ASSIGNMENT:
Below are some records. Write out exactly their lines from the one with "middle dip: (174, 148)" through the one with "index mcp: (306, 218)", and leave the pictures behind.

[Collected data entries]
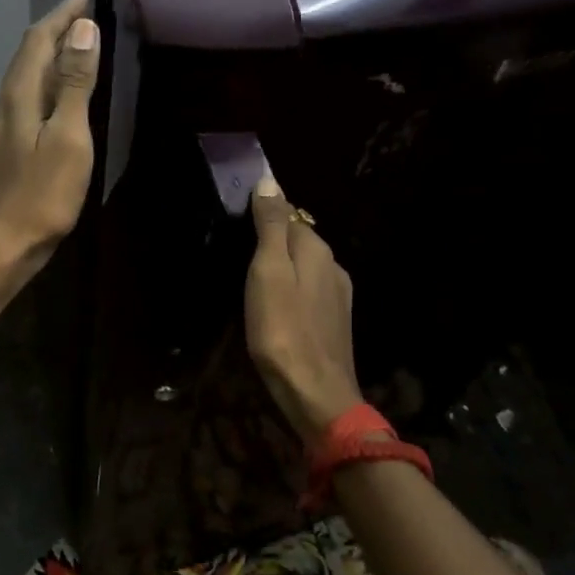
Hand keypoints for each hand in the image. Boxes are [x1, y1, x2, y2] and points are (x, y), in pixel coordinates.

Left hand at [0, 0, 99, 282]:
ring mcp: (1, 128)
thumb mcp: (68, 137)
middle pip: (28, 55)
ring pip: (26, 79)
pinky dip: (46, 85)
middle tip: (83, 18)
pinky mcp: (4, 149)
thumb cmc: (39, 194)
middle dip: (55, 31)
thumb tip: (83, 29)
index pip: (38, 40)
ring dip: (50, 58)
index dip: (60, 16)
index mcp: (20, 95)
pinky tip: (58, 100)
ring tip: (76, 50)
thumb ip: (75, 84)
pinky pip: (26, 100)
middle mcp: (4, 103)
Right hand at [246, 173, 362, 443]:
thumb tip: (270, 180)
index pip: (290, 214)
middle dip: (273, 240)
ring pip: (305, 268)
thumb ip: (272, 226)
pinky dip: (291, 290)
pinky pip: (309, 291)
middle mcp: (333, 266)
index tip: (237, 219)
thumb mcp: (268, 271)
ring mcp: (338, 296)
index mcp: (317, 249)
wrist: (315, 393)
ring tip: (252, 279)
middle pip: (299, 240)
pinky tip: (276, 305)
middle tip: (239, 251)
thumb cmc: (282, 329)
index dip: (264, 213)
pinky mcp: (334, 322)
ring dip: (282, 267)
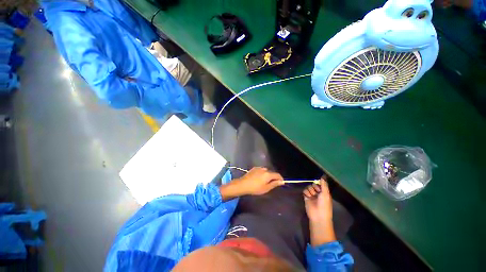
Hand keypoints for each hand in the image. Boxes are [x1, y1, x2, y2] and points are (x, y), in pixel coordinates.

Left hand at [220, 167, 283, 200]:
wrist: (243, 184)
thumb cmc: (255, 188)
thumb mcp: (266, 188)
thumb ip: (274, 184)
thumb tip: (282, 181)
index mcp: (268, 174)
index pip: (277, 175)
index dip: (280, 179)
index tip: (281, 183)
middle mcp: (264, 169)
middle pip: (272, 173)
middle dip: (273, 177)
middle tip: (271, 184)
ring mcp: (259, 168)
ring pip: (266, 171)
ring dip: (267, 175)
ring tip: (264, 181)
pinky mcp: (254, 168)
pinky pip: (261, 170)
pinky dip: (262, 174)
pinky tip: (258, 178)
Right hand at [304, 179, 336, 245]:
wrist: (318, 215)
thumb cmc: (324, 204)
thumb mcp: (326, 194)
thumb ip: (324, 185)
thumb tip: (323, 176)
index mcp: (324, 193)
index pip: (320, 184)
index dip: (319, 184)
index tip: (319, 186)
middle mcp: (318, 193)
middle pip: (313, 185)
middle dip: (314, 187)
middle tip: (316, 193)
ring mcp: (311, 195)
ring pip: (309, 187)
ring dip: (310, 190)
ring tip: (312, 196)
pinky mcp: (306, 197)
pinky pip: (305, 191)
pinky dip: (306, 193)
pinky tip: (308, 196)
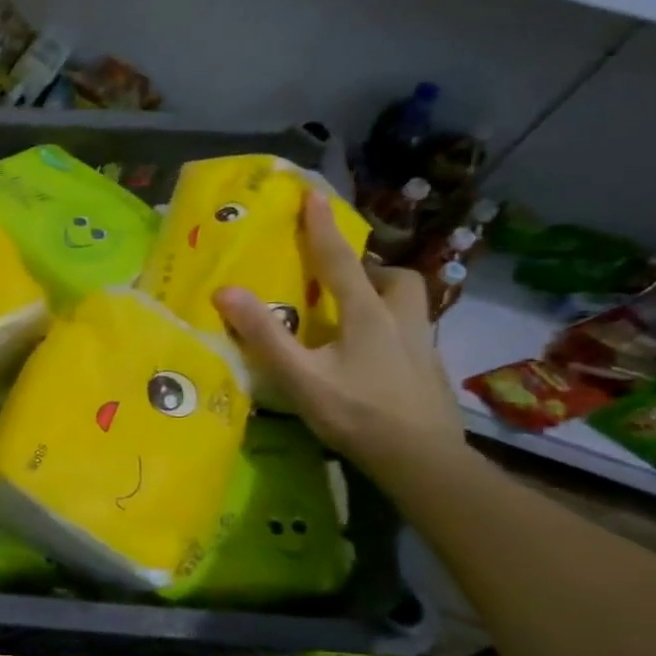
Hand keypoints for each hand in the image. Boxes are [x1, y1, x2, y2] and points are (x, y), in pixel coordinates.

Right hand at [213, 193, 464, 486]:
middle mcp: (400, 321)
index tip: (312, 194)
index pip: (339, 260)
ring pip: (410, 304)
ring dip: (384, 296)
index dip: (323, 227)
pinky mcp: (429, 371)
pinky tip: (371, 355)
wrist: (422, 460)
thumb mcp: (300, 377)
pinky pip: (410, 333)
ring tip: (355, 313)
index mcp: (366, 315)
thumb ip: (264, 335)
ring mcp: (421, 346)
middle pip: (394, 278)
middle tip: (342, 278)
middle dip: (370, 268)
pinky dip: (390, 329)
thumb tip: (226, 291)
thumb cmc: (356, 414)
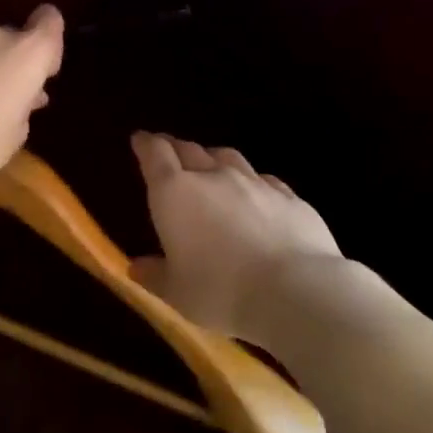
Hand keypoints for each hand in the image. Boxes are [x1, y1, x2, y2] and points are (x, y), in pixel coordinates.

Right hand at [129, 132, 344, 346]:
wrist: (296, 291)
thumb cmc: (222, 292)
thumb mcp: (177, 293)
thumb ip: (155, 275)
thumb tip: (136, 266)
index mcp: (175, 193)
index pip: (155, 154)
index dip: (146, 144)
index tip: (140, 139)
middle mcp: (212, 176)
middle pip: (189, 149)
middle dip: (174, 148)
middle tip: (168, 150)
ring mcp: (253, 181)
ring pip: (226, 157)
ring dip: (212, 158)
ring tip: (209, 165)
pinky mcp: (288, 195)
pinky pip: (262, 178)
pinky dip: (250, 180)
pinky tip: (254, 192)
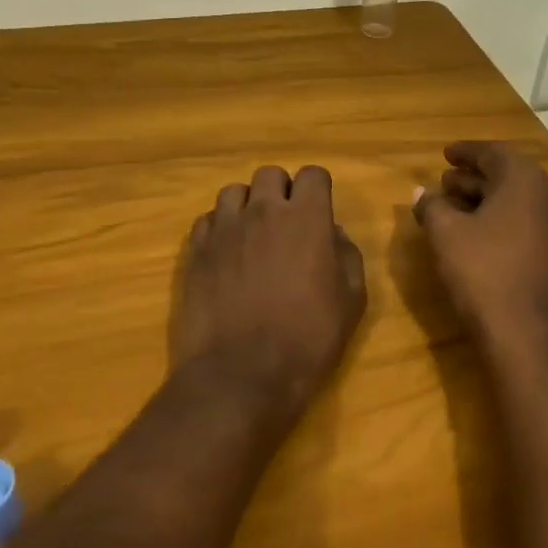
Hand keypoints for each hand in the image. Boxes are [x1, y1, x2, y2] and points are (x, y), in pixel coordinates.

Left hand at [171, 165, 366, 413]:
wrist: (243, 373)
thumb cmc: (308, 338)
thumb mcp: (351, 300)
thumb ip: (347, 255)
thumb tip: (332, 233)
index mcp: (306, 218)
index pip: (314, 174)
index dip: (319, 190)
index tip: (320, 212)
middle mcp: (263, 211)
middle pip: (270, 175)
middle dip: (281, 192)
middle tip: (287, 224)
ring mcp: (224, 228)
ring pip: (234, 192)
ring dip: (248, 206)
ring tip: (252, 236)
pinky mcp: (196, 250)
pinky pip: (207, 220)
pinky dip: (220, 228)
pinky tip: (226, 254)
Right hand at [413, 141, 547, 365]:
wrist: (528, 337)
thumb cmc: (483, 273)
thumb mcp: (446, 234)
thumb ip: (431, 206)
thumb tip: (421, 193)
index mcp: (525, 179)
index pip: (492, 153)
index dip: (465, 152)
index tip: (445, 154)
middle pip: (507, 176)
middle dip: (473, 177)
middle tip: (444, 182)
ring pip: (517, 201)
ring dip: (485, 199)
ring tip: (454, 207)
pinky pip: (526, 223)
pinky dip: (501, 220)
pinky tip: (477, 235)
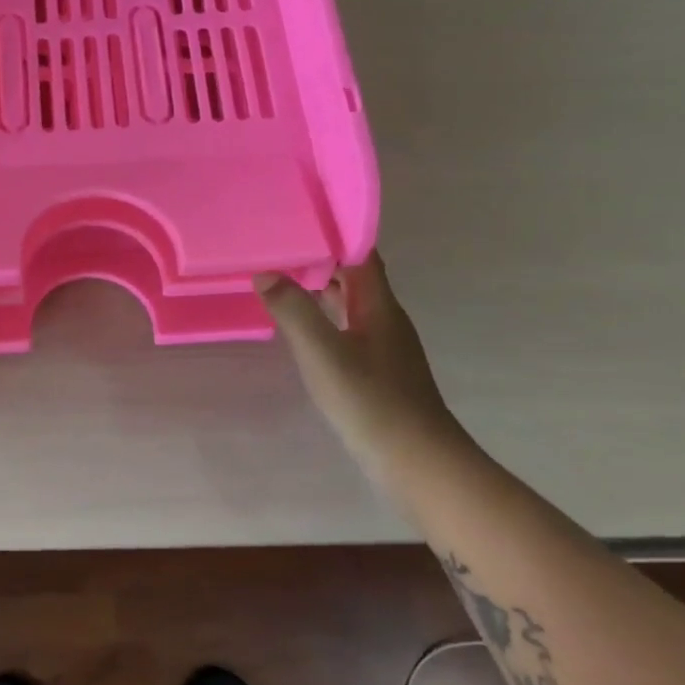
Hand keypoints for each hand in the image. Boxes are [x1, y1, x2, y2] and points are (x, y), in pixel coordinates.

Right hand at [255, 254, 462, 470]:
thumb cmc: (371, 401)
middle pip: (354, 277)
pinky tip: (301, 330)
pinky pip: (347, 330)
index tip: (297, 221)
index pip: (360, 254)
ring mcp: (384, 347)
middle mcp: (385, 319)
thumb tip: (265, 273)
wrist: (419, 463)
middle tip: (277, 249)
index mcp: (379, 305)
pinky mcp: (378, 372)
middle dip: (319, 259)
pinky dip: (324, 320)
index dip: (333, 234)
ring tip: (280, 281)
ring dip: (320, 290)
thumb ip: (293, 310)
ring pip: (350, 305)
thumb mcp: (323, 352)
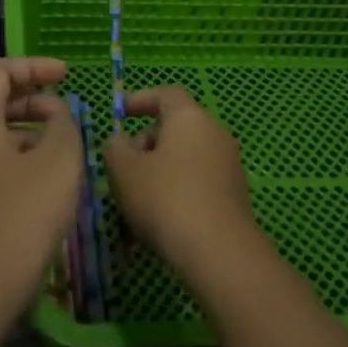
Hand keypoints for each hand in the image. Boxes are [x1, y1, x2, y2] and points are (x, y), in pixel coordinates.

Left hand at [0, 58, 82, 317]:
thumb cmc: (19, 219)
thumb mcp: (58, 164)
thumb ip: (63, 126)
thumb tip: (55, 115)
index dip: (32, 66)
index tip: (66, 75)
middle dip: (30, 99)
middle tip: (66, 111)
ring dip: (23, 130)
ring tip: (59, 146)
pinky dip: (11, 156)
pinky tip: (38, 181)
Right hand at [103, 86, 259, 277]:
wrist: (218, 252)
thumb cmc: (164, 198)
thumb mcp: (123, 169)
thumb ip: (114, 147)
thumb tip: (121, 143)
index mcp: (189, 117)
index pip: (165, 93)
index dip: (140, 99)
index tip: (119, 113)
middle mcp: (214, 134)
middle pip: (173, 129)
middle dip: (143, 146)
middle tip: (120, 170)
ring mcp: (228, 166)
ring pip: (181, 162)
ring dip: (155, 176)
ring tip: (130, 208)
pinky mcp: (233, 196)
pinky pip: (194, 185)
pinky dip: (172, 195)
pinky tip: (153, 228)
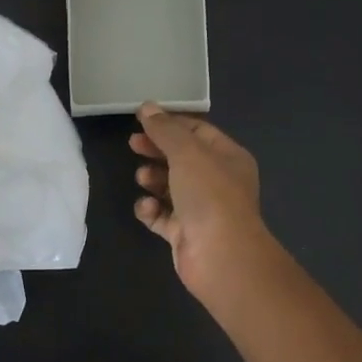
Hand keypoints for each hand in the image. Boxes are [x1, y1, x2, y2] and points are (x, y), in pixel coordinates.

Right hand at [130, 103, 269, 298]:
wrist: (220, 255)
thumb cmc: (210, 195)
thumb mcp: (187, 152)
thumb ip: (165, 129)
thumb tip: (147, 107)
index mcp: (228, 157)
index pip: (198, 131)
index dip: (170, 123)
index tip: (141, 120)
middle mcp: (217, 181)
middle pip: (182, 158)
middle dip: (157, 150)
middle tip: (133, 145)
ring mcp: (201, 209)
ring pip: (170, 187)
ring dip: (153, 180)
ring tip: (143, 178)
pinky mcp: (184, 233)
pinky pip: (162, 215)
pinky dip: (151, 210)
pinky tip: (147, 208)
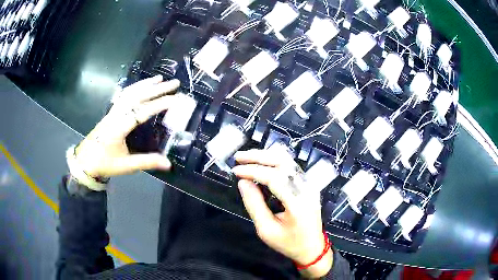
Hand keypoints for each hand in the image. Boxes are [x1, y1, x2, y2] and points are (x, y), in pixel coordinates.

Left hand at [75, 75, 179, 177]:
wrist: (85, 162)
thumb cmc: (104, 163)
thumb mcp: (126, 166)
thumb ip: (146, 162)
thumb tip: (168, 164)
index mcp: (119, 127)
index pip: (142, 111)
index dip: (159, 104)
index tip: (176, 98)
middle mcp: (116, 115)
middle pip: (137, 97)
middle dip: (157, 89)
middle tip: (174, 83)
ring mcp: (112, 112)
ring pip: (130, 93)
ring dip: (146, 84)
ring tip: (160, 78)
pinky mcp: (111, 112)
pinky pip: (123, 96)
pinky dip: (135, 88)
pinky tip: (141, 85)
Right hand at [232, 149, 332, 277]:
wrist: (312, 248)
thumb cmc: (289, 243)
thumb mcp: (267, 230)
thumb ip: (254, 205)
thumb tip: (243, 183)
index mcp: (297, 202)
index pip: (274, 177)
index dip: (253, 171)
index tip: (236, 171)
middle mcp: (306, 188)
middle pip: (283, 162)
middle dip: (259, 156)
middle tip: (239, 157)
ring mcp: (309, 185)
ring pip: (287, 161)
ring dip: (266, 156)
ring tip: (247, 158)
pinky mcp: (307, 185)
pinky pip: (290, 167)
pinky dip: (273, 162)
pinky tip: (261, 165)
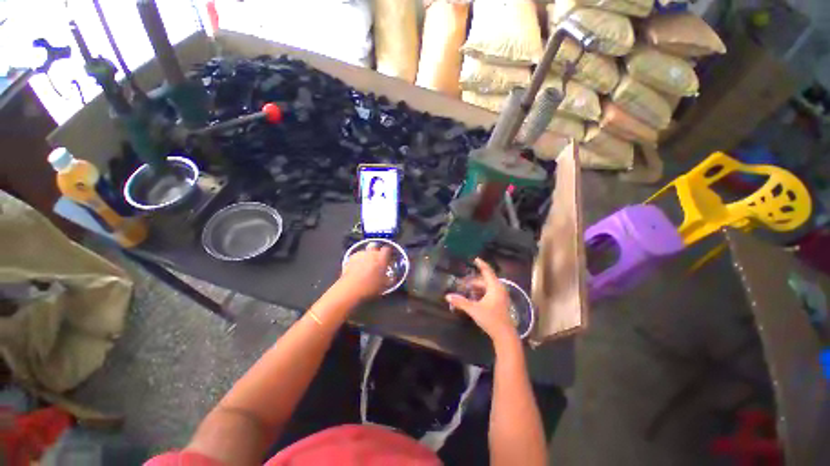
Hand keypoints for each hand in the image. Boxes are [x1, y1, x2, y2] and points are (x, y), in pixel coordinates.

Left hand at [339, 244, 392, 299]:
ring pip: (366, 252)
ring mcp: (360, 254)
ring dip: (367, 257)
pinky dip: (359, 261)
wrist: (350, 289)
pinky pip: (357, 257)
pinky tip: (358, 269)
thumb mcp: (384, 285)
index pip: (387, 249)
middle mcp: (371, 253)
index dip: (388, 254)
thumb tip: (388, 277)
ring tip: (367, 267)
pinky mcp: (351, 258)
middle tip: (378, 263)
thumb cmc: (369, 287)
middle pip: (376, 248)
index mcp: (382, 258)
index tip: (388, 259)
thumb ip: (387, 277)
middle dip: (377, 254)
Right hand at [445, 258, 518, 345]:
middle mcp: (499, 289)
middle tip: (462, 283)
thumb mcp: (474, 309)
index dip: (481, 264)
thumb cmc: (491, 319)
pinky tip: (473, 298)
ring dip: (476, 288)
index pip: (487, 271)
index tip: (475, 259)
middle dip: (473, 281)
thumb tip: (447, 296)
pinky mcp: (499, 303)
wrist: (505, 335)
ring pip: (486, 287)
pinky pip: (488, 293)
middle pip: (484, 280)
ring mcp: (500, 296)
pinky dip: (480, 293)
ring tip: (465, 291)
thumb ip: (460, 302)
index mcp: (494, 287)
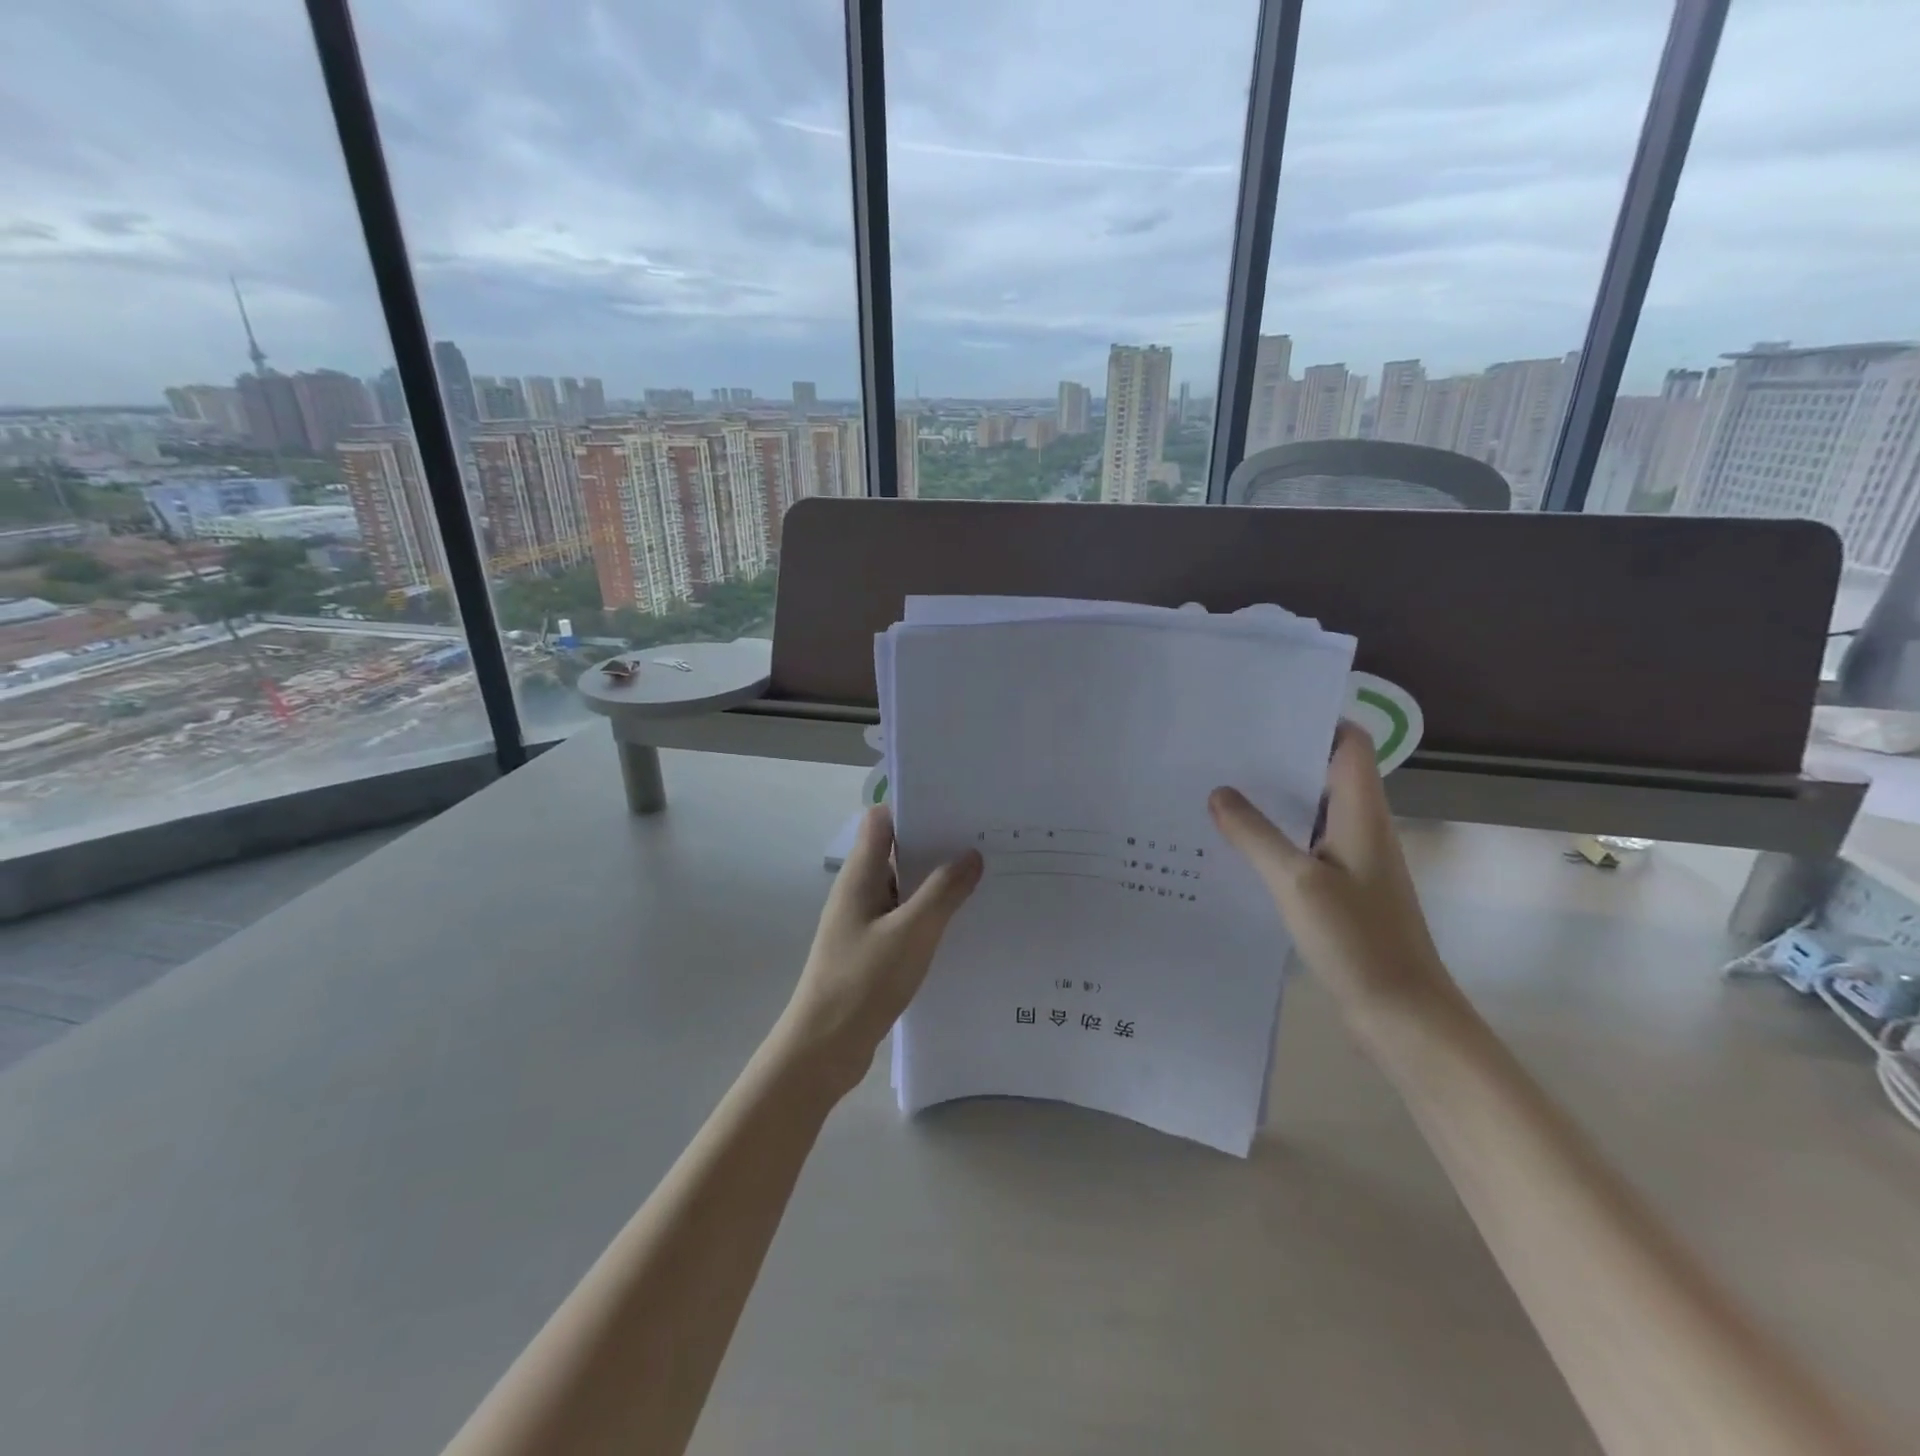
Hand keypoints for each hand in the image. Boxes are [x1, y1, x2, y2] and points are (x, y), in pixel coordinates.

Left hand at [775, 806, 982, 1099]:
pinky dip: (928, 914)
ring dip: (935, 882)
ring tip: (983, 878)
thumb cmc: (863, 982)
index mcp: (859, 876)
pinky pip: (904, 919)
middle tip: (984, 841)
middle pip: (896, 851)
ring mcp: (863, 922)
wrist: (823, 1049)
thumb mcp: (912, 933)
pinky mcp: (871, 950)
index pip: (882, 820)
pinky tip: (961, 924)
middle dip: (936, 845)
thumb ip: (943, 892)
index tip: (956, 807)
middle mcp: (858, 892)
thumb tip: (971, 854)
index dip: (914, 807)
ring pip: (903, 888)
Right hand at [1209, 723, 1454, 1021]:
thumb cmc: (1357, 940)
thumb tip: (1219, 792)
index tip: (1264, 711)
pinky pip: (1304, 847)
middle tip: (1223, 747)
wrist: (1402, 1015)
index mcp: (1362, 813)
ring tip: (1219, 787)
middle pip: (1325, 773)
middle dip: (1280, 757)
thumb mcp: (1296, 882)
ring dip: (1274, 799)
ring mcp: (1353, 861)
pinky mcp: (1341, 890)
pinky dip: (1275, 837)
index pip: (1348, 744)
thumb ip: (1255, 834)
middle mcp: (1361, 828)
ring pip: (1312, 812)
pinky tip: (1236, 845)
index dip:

SOLUTION FOR THIS EXERCISE:
middle dip: (174, 148)
middle tip: (168, 150)
ring mcp: (253, 181)
ring pip: (226, 157)
ring dip: (212, 158)
ring tip: (209, 165)
pinky mcp: (288, 195)
pinky pip: (262, 178)
pinky dip: (250, 180)
pinky tip: (254, 192)
Hand keypoints for each hand in the image. Boxes are [x1, y1, x2, y2] and points are (x, y), in pixel coordinates.

Left hand at [171, 165, 366, 413]:
wrist: (243, 373)
thumb cmc: (308, 338)
thumb mcp: (351, 300)
thumb ip: (347, 255)
thumb tip: (332, 233)
index mcp: (306, 218)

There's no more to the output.